I cannot possibly believe that for a time he shared the common view that the Messiah would have to exercise an external civil power and that he only later changed his opinion. That would be such a fundamental error that, if I were to ascribe it to Christ, he would have to cease to be an object of reverence for me. 48

Similarly, Schleiermacher cannot have his normative teacher Jesus hold­ing opinions that he himself would be unable to hold. This naturally affects his historical judgment. He persuades himself that Jesus really did not believe in Satan, the eschatological Last Judgment, or even his own preexistence. Like Schleiermacher himself, Jesus and John knew that a truly human being could not have memories of pre-existence.49  It is clear that Schleiermacher the believer dominates his alter ego, Schleiermadier the historian. This is not surprising in view of his avowed commitment to have the two be connected and compatible in a theological frame­work. Yet he did claim to be impartial in his historical work. Thus Schleier­macher is a prime example of Van Harvey's historian-believer dilemma.

One of Harvey's most helpful sections in The Historian & the Believer is that concerned with the principle of analogy set forth by Ernst Troeltsch. The principle of analogy becomes controversial in biblical studies because of how it reflects on miracle stories. The principle implies that criteria appropriate to the testing of an event claim can only be drawn from the study of several other well-attested events of the same kind. But a miracle is by definition extraordinary. There will be no (or few) other well-attested parallels from which to draw appropriate criteria for historical authentication. Thus by the very nature of historical probability, there could be no probability predi­cated of a miracle story. Even if a miracle actually occurred, it would be unavailable to the historian.

Furthermore, since there is quite a stock of analogous, and verifiably legendary, miracle stories on hand, a miracle-claim will almost always be “probably” legendary, (again, even if it actually did occur), since it fits quite plausibly in this class of phenomena or data. Schleiermacher's ambivalent allegiance to the principle of analogy is illustrated by the two diametrically opposite possibilities of understanding the following statement: “we cannot include these [“external” miraculous] phenomena in the field of nature familiar to us without having recourse to presuppositions such that the trustworthiness of the whole body of records con­cerning Christ is imperilled.”50 This can be read as parallel to a statement of F. H. Bradley:

The phenomenon to be solved is an historical phenomenon, and its solution must be an historical solution, and to propose as a solution a fact which, when taken as historical, contradicts the very notion of history, and dissolves together with history both itself and every other certain event, this is a proposition which may indeed do credit to its author's zeal, but hardly to his prudence.51

To admit of the miraculous would undermine the very basis the historian has for appraising any historical source as being either genuine or spurious. Or, Schleiermacher’s words might be taken as parallel to another of his statements, quoted by Strauss: 

Since the Gospels... which are our sole historical sources about Christ, narrate miracle stories about him with more or less emphasis, our judgment concerning miracles is not injured; for otherwise our faith in the person of Christ would be ruined, and he would become for us a mythological person! 52

In other words, if we naturalistically eliminated the gospel miracle-stories we would be admitting the late and legendary character of the gospels, and thus their unreliability.

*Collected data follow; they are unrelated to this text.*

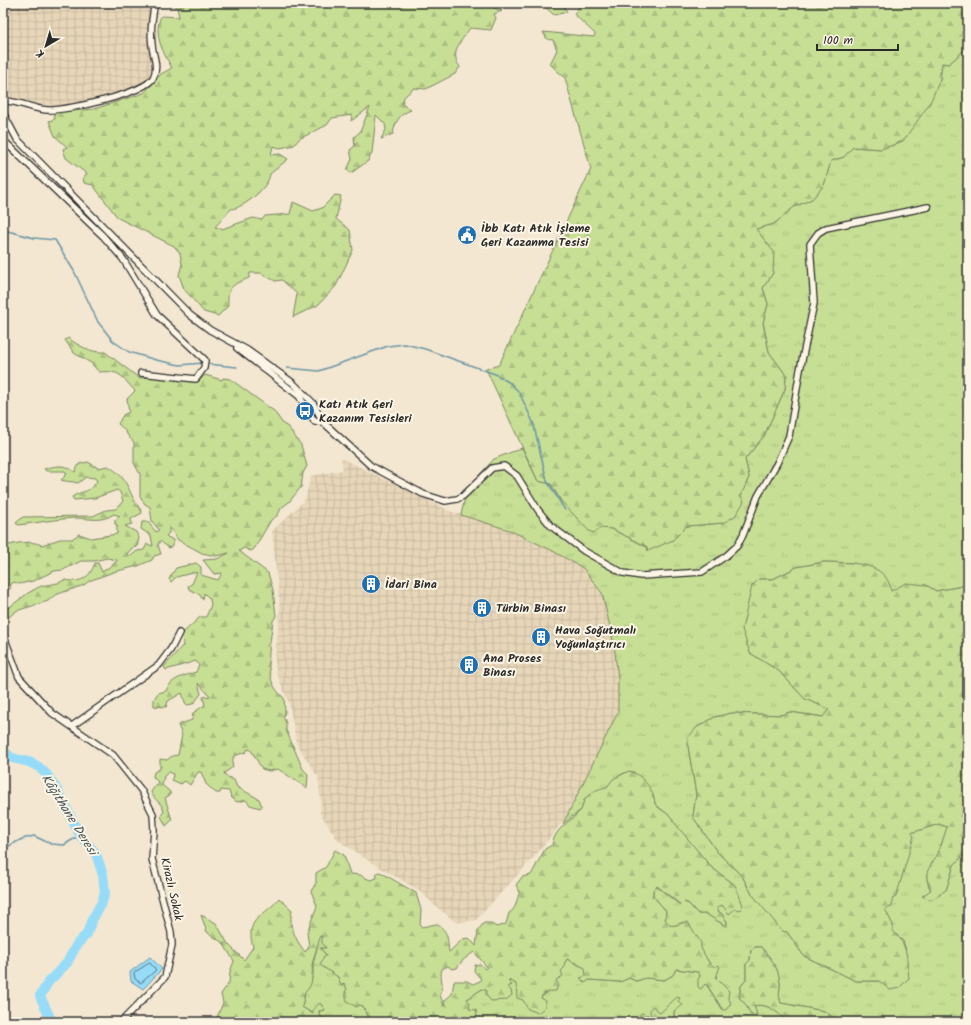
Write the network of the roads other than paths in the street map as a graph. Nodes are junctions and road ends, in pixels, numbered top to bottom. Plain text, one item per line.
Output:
1 (155, 3) edge
2 (5, 101) dead end
3 (3, 113) edge
4 (3, 140) edge
5 (928, 207) dead end
6 (142, 373) dead end
7 (180, 633) dead end
8 (3, 634) edge
9 (72, 726) junction
10 (121, 1022) edge

1 - 2 street
3 - 5 street
4 - 6 street
7 - 9 street
8 - 9 street, Kirazlı Sokak
9 - 10 street, Kirazlı Sokak

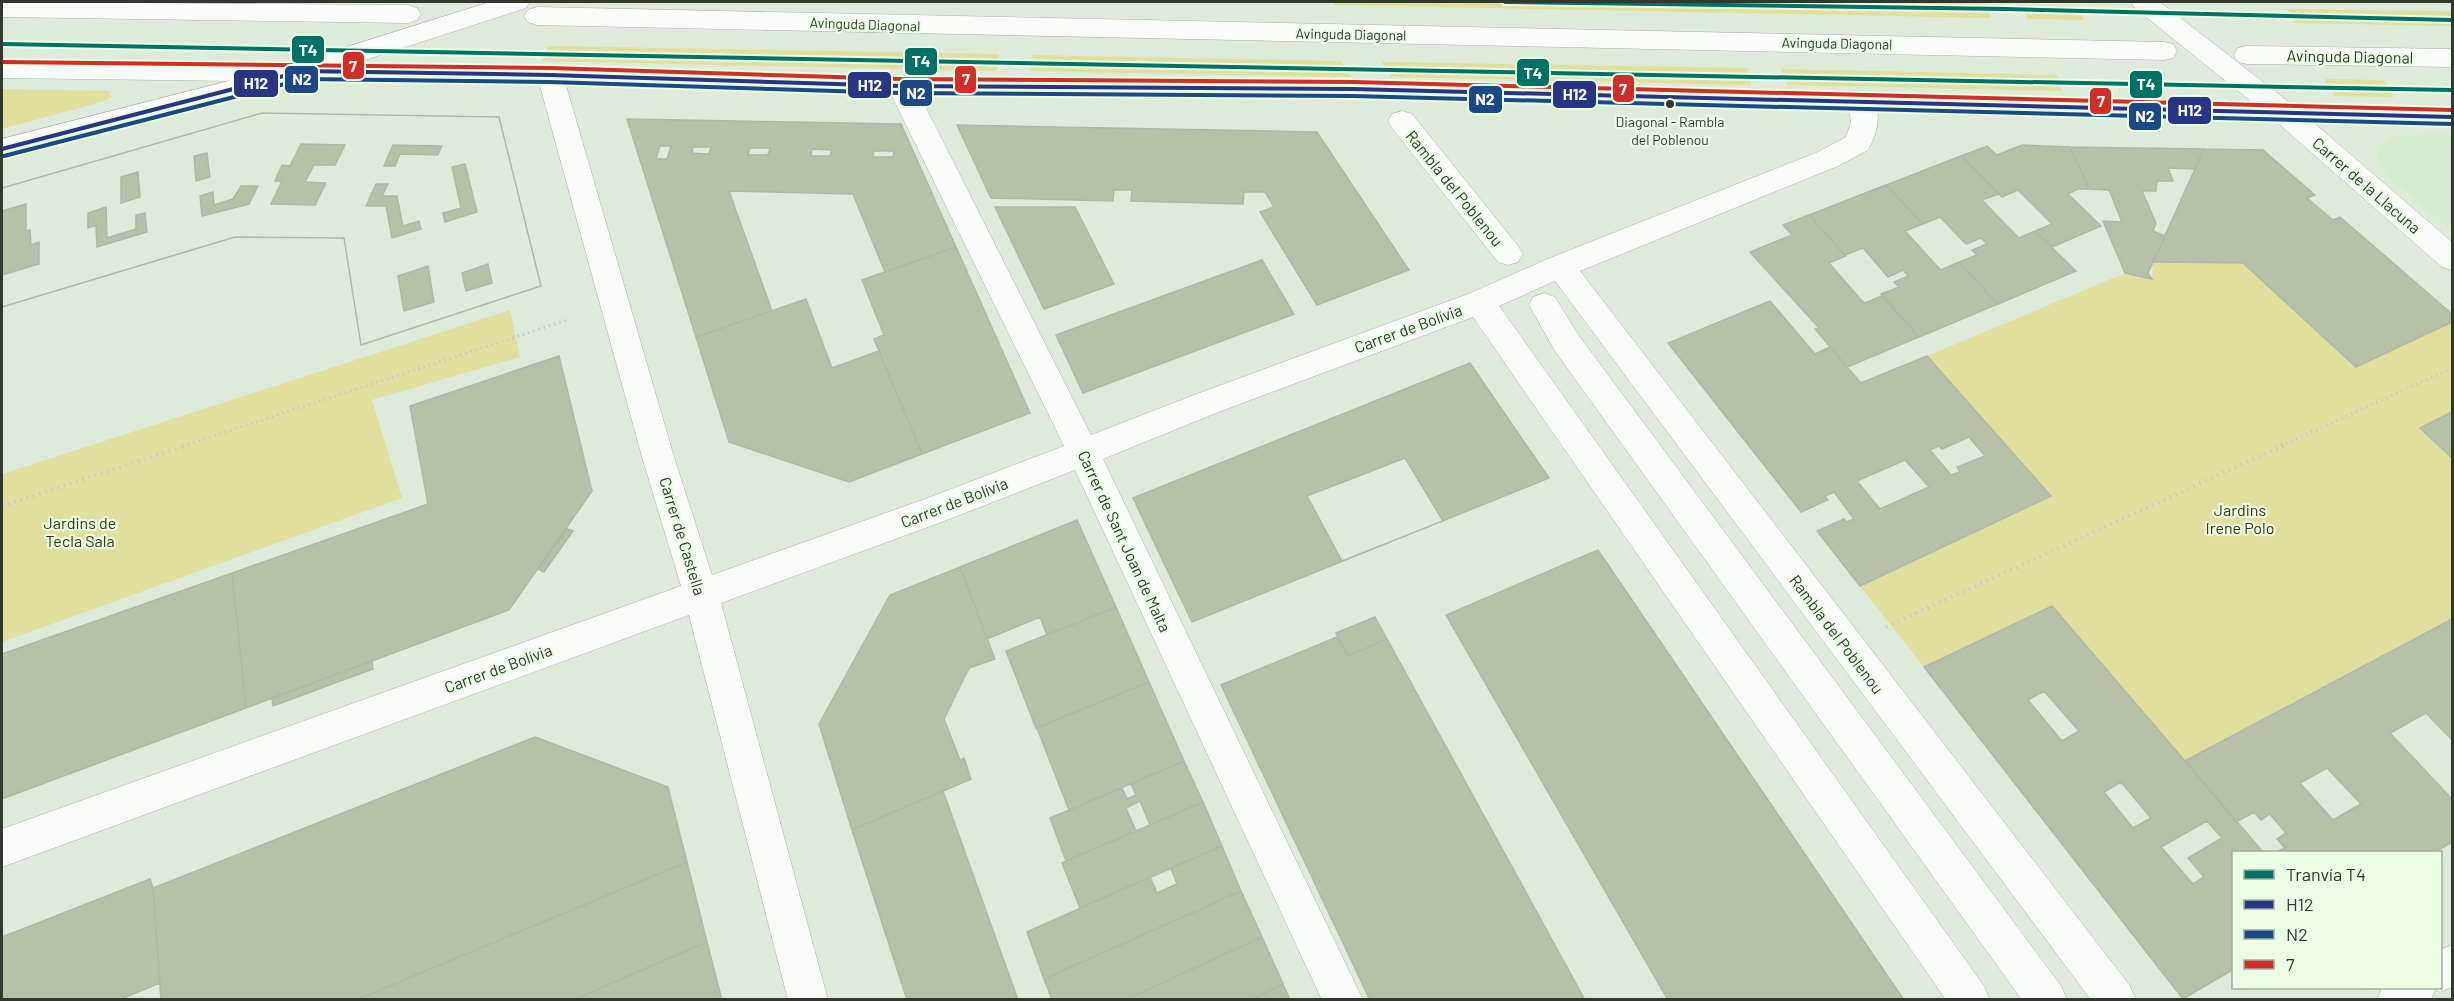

However this enigmatic quote is to be understood, it is clear that Schleiermacher at least was aware of the issues included with the use of analogy in historical understanding. Of course the outstanding example of this is his zealous attempt to formulate a non-superhuman Christology. Archetypal though he was, Jesus was in every way a normal human being, who arrived at his mature knowledge and abilities by normal human processes.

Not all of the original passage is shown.